Sequim82 wrote:Let's say the three of us are standing together on the beach. I can see three of us, and I can see that you can see three of us, and I can see that he can three of us, and I can see that you can see that I can see three of us, and he can see that I can see that you can see that I can see three of us, etc, etc,etc. How many 'etc' are there before we come to the bifurcation between the knowledge about how many of us are standing on the beach that is common to the three of us, and statements about how many of us are standing on the beach that we all agree with? Just curious.
The difference between this and the blue eyes problem is that when the three of you can see eachother, it becomes common knowledge that there are three of you. In the blue eyes problem, this is like asking if it is common knowledge that there are 200 people on the island.
Here's where the common knowledge comes in the problem, and where the information that the guru says is clear.
Person1 is blue eyed, but doesn't know it. So, before the guru speaks, he sees that there are 99 blue eyed people and 100 brown eyed people. He also knows that every blue eyed person sees at least 100 brown eyed people and at least 98 blue eyed people. Now, there are two possible cases. Either Person1 has blue eyes, or he doesn't. If he does, then there are 100 brown eyes and 100 blue eyes on the island. If he does not, then what would the other blue eyed people be thinking right now?
Well, Person2, who is also blue eyed and doesn't know it, would see 98 blue eyed people, 100 brown eyed people, and Person1. This is what Person1 knows that Person2 knows. But since Person2 doesn't know his own eye color, then Person1 knows he has blue eyes, but does not know that Person2 knows this. That's easy to understand, right?
So the knowledge of Person2 from Person1's perspective is that there are 98 blue, 100 brown, and Person1. This is different from the actual knowledge of Person2 (which is identical to Person1's knowledge) because Person1 doesn't know everything that Person2 knows, only the information that he knows both absolutely must know.
Now, from Person1's perspective, Person2 could be using the same logic on Person3. "Well, I know Person3 sees 97 blues, 100 browns, myself and Person1." This is not what Person2 knows about Person3, it's what Person1 knows Person2 knows about Person3. Person2 actually knows that Person3 sees 98 blues, and Person1 knows that Person3 sees 98 blues, but Person1 only knows that Person2 knows that Person3 sees 97 blues.
Person4? Well, Person1 knows that Person4 sees 98 blues. And Person2 knows that Person4 sees 98 blues. And Person3 knows that Person4 sees 98 blues. But Person2 doesn't know that Person3 knows that; he only knows that Person3 knows that Person4 sees 97 blues. And Person1 doesn't know that; he only knows that Person2 knows that Person3 knows that Person4 sees 96 blues.
And so on and so forth, until you get to the bottom.

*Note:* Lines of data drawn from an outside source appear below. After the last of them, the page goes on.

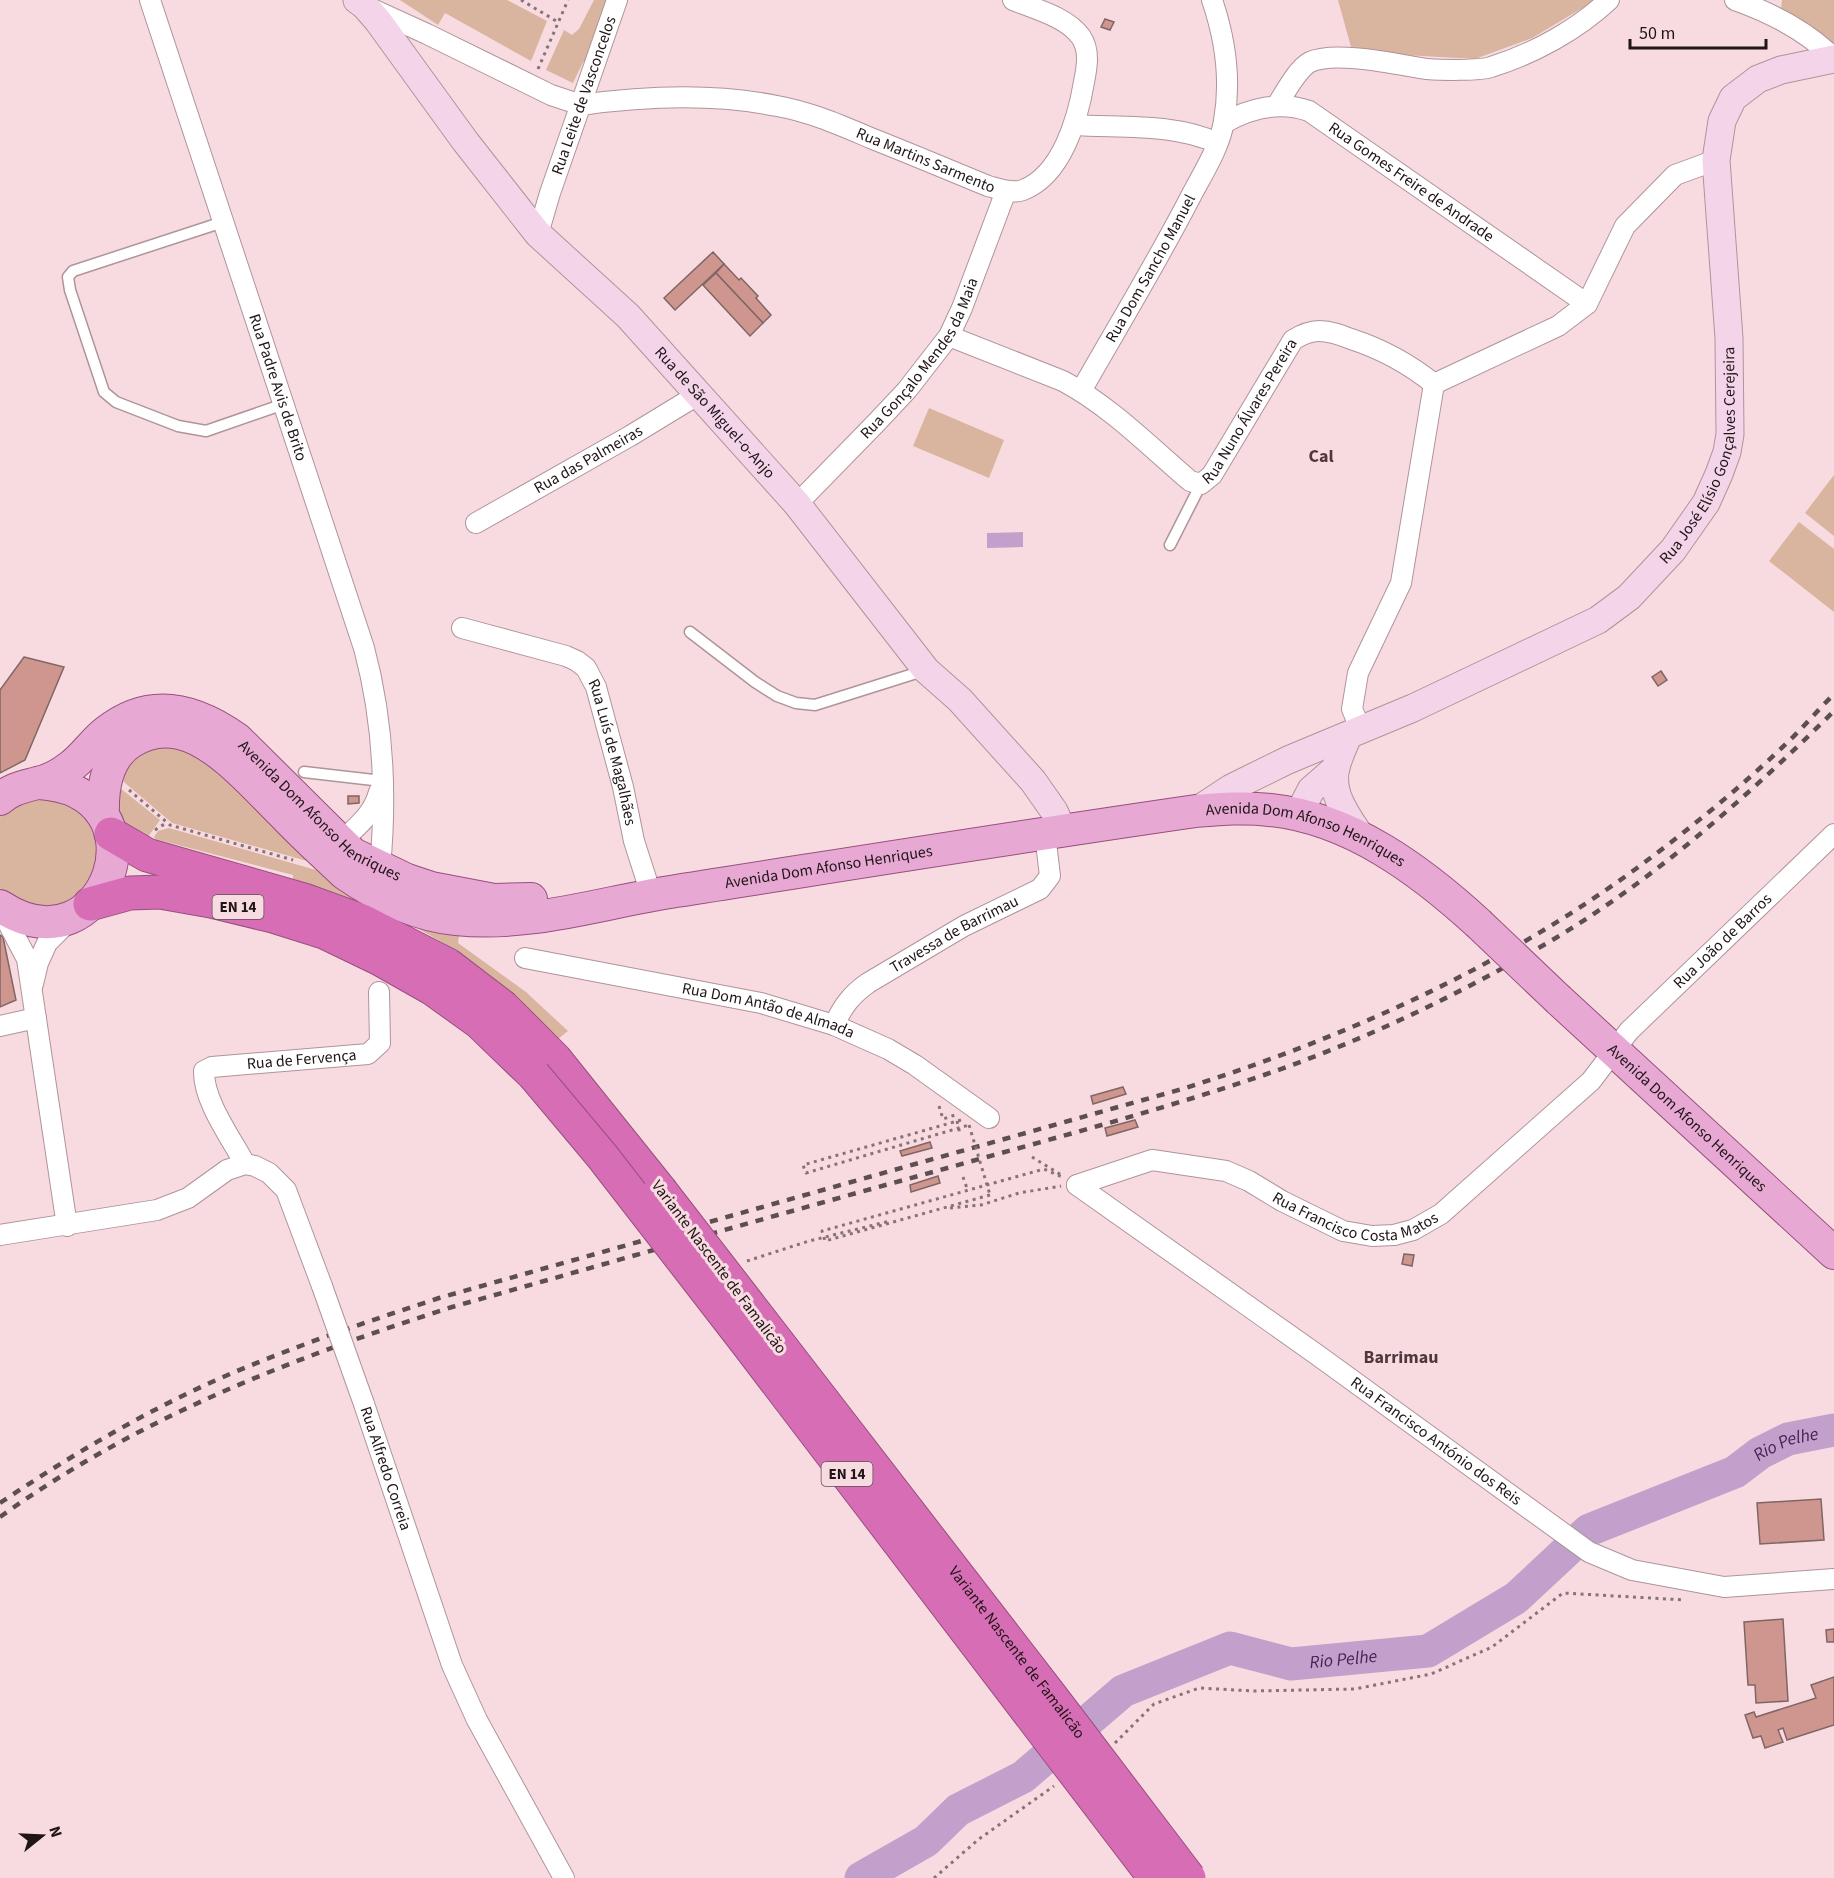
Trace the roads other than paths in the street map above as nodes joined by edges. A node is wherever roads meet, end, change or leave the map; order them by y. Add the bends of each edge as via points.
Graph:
1 (150, 0) edge
2 (617, 0) edge
3 (1013, 0) edge
4 (1212, 0) edge
5 (1609, 0) edge
6 (1735, 0) edge
7 (361, 3) edge
8 (427, 34) junction
9 (1834, 59) edge
10 (410, 68) junction
11 (581, 105) junction
12 (1277, 105) junction
13 (1224, 123) junction
14 (1074, 125) junction
15 (1217, 143) junction
16 (1716, 160) junction
17 (1006, 191) junction
18 (550, 193) junction
19 (509, 199) junction
20 (223, 222) junction
21 (538, 234) junction
22 (1587, 304) junction
23 (949, 336) junction
24 (1434, 384) junction
25 (1080, 391) junction
26 (699, 394) junction
27 (284, 404) junction
28 (1201, 484) junction
29 (797, 504) junction
30 (476, 523) dead end
31 (1170, 545) dead end
32 (462, 628) dead end
33 (690, 632) dead end
34 (926, 670) junction
35 (1355, 733) junction
36 (1288, 760) junction
37 (1336, 768) junction
38 (304, 772) dead end
39 (382, 781) junction
40 (39, 783) junction
41 (0, 799) edge
42 (1196, 811) junction
43 (1283, 812) junction
44 (107, 825) junction
45 (1054, 833) junction
46 (1834, 834) edge
47 (1363, 840) junction
48 (354, 859) junction
49 (641, 896) junction
50 (0, 907) edge
51 (82, 910) junction
52 (525, 958) dead end
53 (32, 990) junction
54 (379, 992) dead end
55 (36, 1018) junction
56 (834, 1025) junction
57 (0, 1026) edge
58 (1612, 1050) junction
59 (545, 1067) junction
60 (980, 1119) road end
61 (245, 1164) junction
62 (1077, 1185) joint
63 (67, 1226) junction
64 (0, 1235) edge
65 (1834, 1253) edge
66 (1834, 1578) edge
67 (564, 1878) edge
68 (1155, 1878) edge
69 (1189, 1878) edge

1 - 20 street, Rua Padre Avis de Brito
2 - 11 street, Rua Leite de Vasconcelos
3 - 14 street, Rua Martins Sarmento via 1065,22 1083,40 1087,66
4 - 13 street, Rua Dom Sancho Manuel via 1224,43
5 - 12 street via 1590,18 1489,68 1430,69 1375,60 1323,58 1308,63
6 - 9 street via 1766,10 1818,43
7 - 8 street
7 - 10 main road, Rua de São Miguel-o-Anjo
8 - 10 street via 414,47
8 - 11 street via 551,95
9 - 16 main road, Rua José Elísio Gonçalves Cerejeira via 1781,69 1758,79 1733,98 1722,121
10 - 19 main road, Rua de São Miguel-o-Anjo
11 - 17 street, Rua Martins Sarmento via 691,98 779,106 820,118
11 - 18 street, Rua Leite de Vasconcelos
12 - 13 street, Rua Gomes Freire de Andrade
12 - 22 street, Rua Gomes Freire de Andrade via 1309,111
13 - 15 street, Rua Dom Sancho Manuel
14 - 15 street via 1168,130
14 - 17 street, Rua Martins Sarmento via 1058,158 1035,185
15 - 25 street, Rua Dom Sancho Manuel via 1169,239
16 - 22 street via 1675,175 1625,226
16 - 35 main road, Rua José Elísio Gonçalves Cerejeira via 1729,338 1730,434 1727,452 1706,503 1674,550 1629,597 1598,620
17 - 23 street, Rua Gonçalo Mendes da Maia
18 - 19 street, Rua Leite de Vasconcelos via 531,201
18 - 21 street, Rua Leite de Vasconcelos
19 - 21 main road, Rua de São Miguel-o-Anjo
20 - 27 street, Rua Padre Avis de Brito
20 - 27 lane via 73,271 68,277 104,392 116,402 178,426 206,431
21 - 26 main road, Rua de São Miguel-o-Anjo via 628,316
22 - 24 street via 1558,326
23 - 25 street, Rua Nuno Álvares Pereira
23 - 29 street, Rua Gonçalo Mendes da Maia via 878,422
24 - 28 street, Rua Nuno Álvares Pereira via 1378,348 1331,332 1301,335 1293,340 1212,475
24 - 35 street via 1401,583 1358,673 1352,709
25 - 28 street, Rua Nuno Álvares Pereira via 1190,481
26 - 29 main road, Rua de São Miguel-o-Anjo
26 - 30 street, Rua das Palmeiras
27 - 39 street, Rua Padre Avis de Brito via 364,648 377,708
28 - 31 lane
29 - 34 main road, Rua de São Miguel-o-Anjo
32 - 49 street, Rua Luís de Magalhães via 566,656 586,668 596,687 623,788
33 - 34 lane via 755,682 796,703 815,705
34 - 45 main road, Rua de São Miguel-o-Anjo via 960,700 1021,767 1054,811
35 - 36 main road, Rua José Elísio Gonçalves Cerejeira
35 - 37 main road
36 - 42 main road, Rua José Elísio Gonçalves Cerejeira via 1224,791
36 - 43 main road via 1271,786
37 - 43 main road
37 - 47 main road via 1334,787 1341,806
38 - 39 lane
39 - 48 street, Rua Padre Avis de Brito
39 - 48 street, Rua Padre Avis de Brito via 382,829
40 - 41 main road, Avenida Dom Afonso Henriques / EN 14 via 22,786
40 - 44 main road, Avenida Dom Afonso Henriques / EN 14 via 75,790 91,801
40 - 48 main road, Avenida Dom Afonso Henriques via 70,767 106,732 128,718 151,711 180,711 218,725 237,739
42 - 43 main road, Avenida Dom Afonso Henriques via 1236,808
42 - 45 main road, Avenida Dom Afonso Henriques
43 - 47 main road, Avenida Dom Afonso Henriques via 1321,821
44 - 48 main road, Avenida Dom Afonso Henriques via 104,785 122,748 155,732 177,732 194,738 227,760
44 - 51 main road, Avenida Dom Afonso Henriques via 113,849 108,879
44 - 59 highway, Variante Nascente de Famalicão / EN 14 via 125,844 147,855 304,900 362,921 448,965 503,1007
45 - 49 main road, Avenida Dom Afonso Henriques
45 - 56 street, Travessa de Barrimau via 1050,876 1040,889 964,926 860,988 842,1006
46 - 58 street, Rua João de Barros
47 - 58 main road, Avenida Dom Afonso Henriques, bridge via 1441,889
48 - 49 main road, Avenida Dom Afonso Henriques via 390,901 454,919 519,920
50 - 51 main road, EN 14 via 35,922 55,921
50 - 53 street via 27,959
51 - 53 street via 47,943
51 - 59 highway, Variante Nascente de Famalicão / EN 14 via 130,893 160,892 211,900 324,932 433,989
52 - 56 street, Rua Dom Antão de Almada via 761,1003
53 - 55 street
54 - 61 street, Rua de Fervença via 380,1043 368,1054 212,1067 204,1071 213,1104
55 - 57 street
55 - 63 street
56 - 60 street, Rua Dom Antão de Almada via 906,1060
58 - 62 street, Rua Francisco Costa Matos via 1591,1081 1441,1214 1413,1230 1394,1235 1343,1231 1226,1171 1152,1160
58 - 65 main road, Avenida Dom Afonso Henriques
59 - 68 highway, Variante Nascente de Famalicão / EN 14, bridge via 602,1156
59 - 69 highway, Variante Nascente de Famalicão / EN 14, bridge via 619,1137
61 - 63 street via 227,1170 188,1198 157,1210
61 - 67 street, Rua Alfredo Correia, bridge via 269,1173 286,1190 364,1404 452,1665 477,1720
62 - 66 street, Rua Francisco António dos Reis via 1589,1552 1632,1570 1724,1587
63 - 64 street

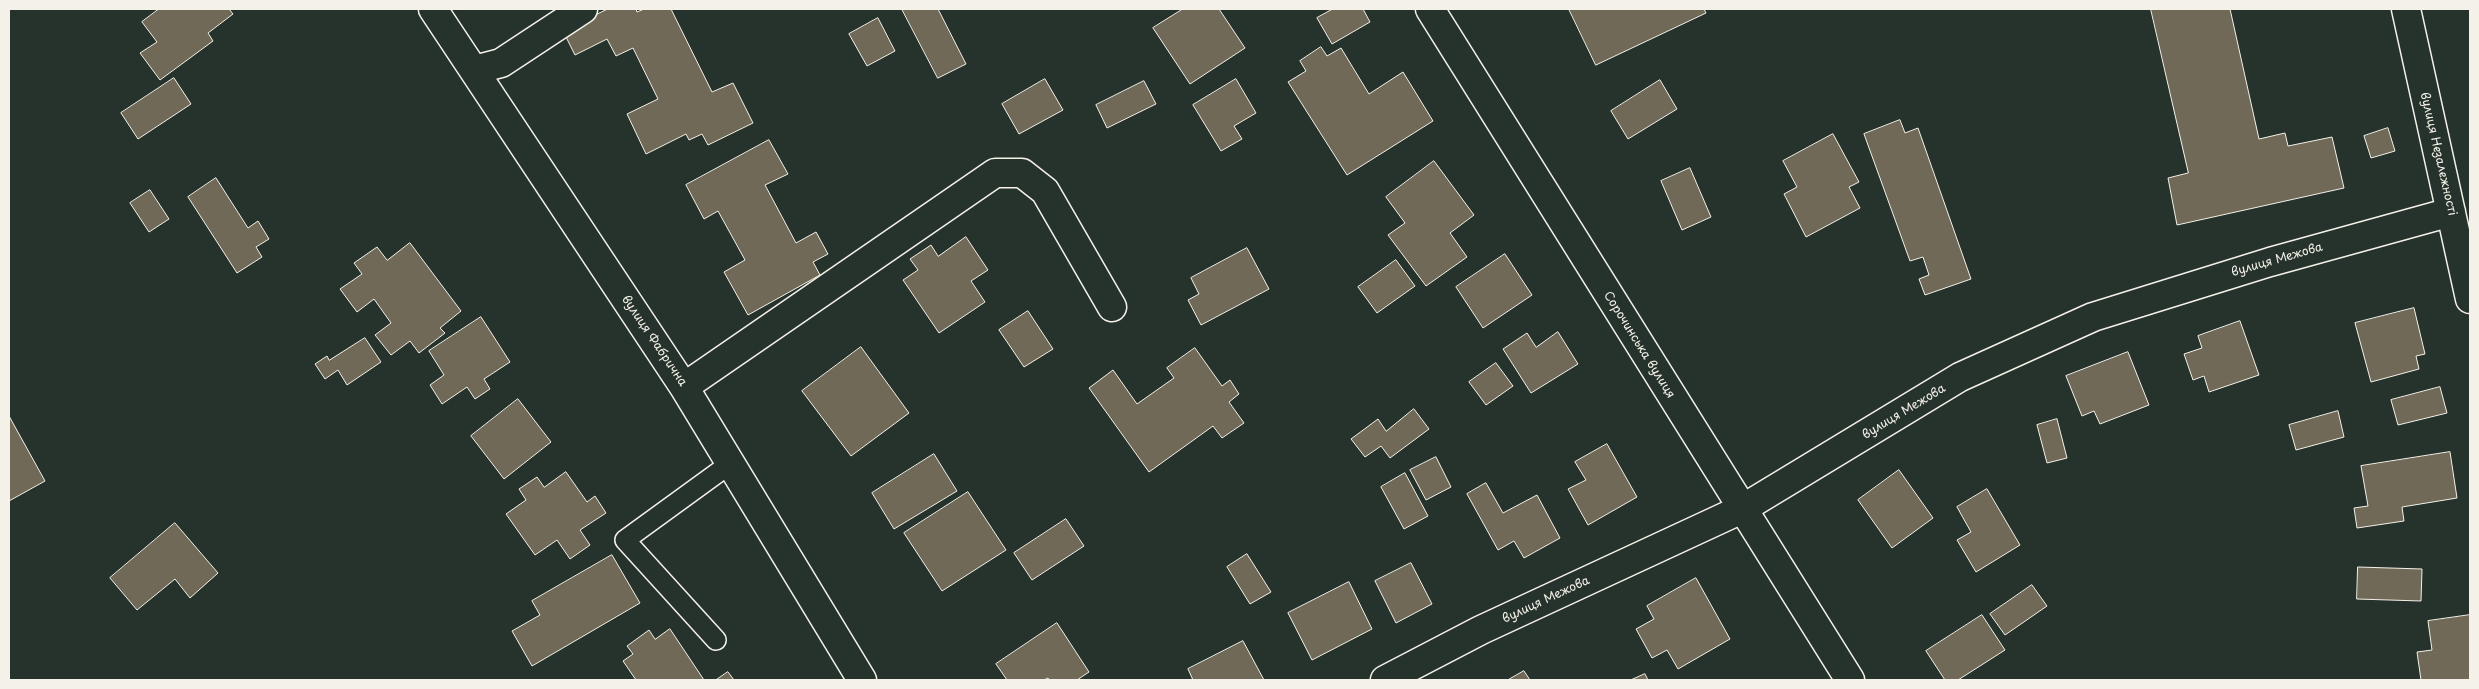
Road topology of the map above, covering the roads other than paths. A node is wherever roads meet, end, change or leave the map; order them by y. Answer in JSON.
{"nodes":[{"id":1,"x":433,"y":9,"type":"edge"},
{"id":2,"x":583,"y":9,"type":"edge"},
{"id":3,"x":1430,"y":9,"type":"edge"},
{"id":4,"x":2406,"y":9,"type":"edge"},
{"id":5,"x":474,"y":70,"type":"junction"},
{"id":6,"x":2451,"y":212,"type":"junction"},
{"id":7,"x":2470,"y":300,"type":"edge"},
{"id":8,"x":1112,"y":307,"type":"dead end"},
{"id":9,"x":684,"y":387,"type":"junction"},
{"id":10,"x":731,"y":464,"type":"junction"},
{"id":11,"x":1742,"y":509,"type":"junction"},
{"id":12,"x":716,"y":640,"type":"dead end"},
{"id":13,"x":862,"y":680,"type":"edge"},
{"id":14,"x":1385,"y":680,"type":"edge"},
{"id":15,"x":1850,"y":680,"type":"edge"}],
"edges":[{"from":1,"to":5,"type":"street","name":"вулиця Фабрична"},
{"from":2,"to":5,"type":"street"},
{"from":3,"to":11,"type":"street","name":"Сорочинська вулиця"},
{"from":4,"to":6,"type":"street","name":"вулиця Незалежності"},
{"from":5,"to":9,"type":"street","name":"вулиця Фабрична"},
{"from":6,"to":7,"type":"street","name":"вулиця Незалежності"},
{"from":6,"to":11,"type":"street","name":"вулиця Межова"},
{"from":8,"to":9,"type":"street"},
{"from":9,"to":10,"type":"street","name":"вулиця Фабрична"},
{"from":10,"to":12,"type":"lane"},
{"from":10,"to":13,"type":"street","name":"вулиця Фабрична"},
{"from":11,"to":14,"type":"street","name":"вулиця Межова"},
{"from":11,"to":15,"type":"street","name":"Сорочинська вулиця"}]}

Person1 knows that Person100 sees 98 blues, but Person1 only knows that Person99 knows that Person100 sees 97 blues. And Person1 only knows that Person2 knows that Person3 knows that... Person100 knows that 100 brown eyes and nothing about blue eyes at all.
So what happens when the guru speaks? Well, that last case changes. Now Person1 still only knows that Person100 sees 98 blue eyes, but now he knows that Person2 knows that Person3... knows that Person99 knows that Person100 knows that there are 100 browns and at least 1 blue.
Does that all make sense? That's why before the guru speaks, there is no induction. The sequence of knowledge of knowledge of knowledge gets cut off at the 100th person. Once the guru speaks, it's absurd even to imagine a 100th layer where someone doesn't know there is at least 1 blue eyed person, because that person must have been there when the guru spoke, and therefore knows there is at least 1.
This is why this statement is wrong:
3. There are three blue-eyes on the beach when the guru speaks. "Well DUH, guru", respond all the logicians in unison.
In the 3 person case, it's even easier to grasp why it's not common knowledge until the guru speaks. Say it's just John, Paul, and George on the island, all with blue eyes, following the same rules as the original problem. John sees that Paul and George have blue eyes, but doesn't know his own eye color. So, to John, Paul may see either 2 blues or 1 blue. If Paul only sees 1 blue eyed person (George), then he would know there was at least 1 blue eyed person, but what if Paul was not blue eyed? Then George would know nothing of blue eyes. So John knows that Paul knows there is at least 1 blue, and Paul knows that George knows there is at least 1 blue, but John does not know that Paul knows that George knows there is at least 1 blue. So when Ringo (with green eyes) shows up and says "There is one blue eyed person here." in front of all of them, then now John knows that Paul knows that George knows there is at least one blue eyed person. That's what changes.
If you still disagree with the 3 person case, consider this: What's the difference between 3 blue eyed people, and 2 blue eyed people with 1 brown eyed person? Would they still get no knowledge from the guru? If the 2 person case gets information but the 3 person case doesn't, then what goes on in the brown-eyed person's head in the 2/1 case? Does he still think "Well DUH, guru"?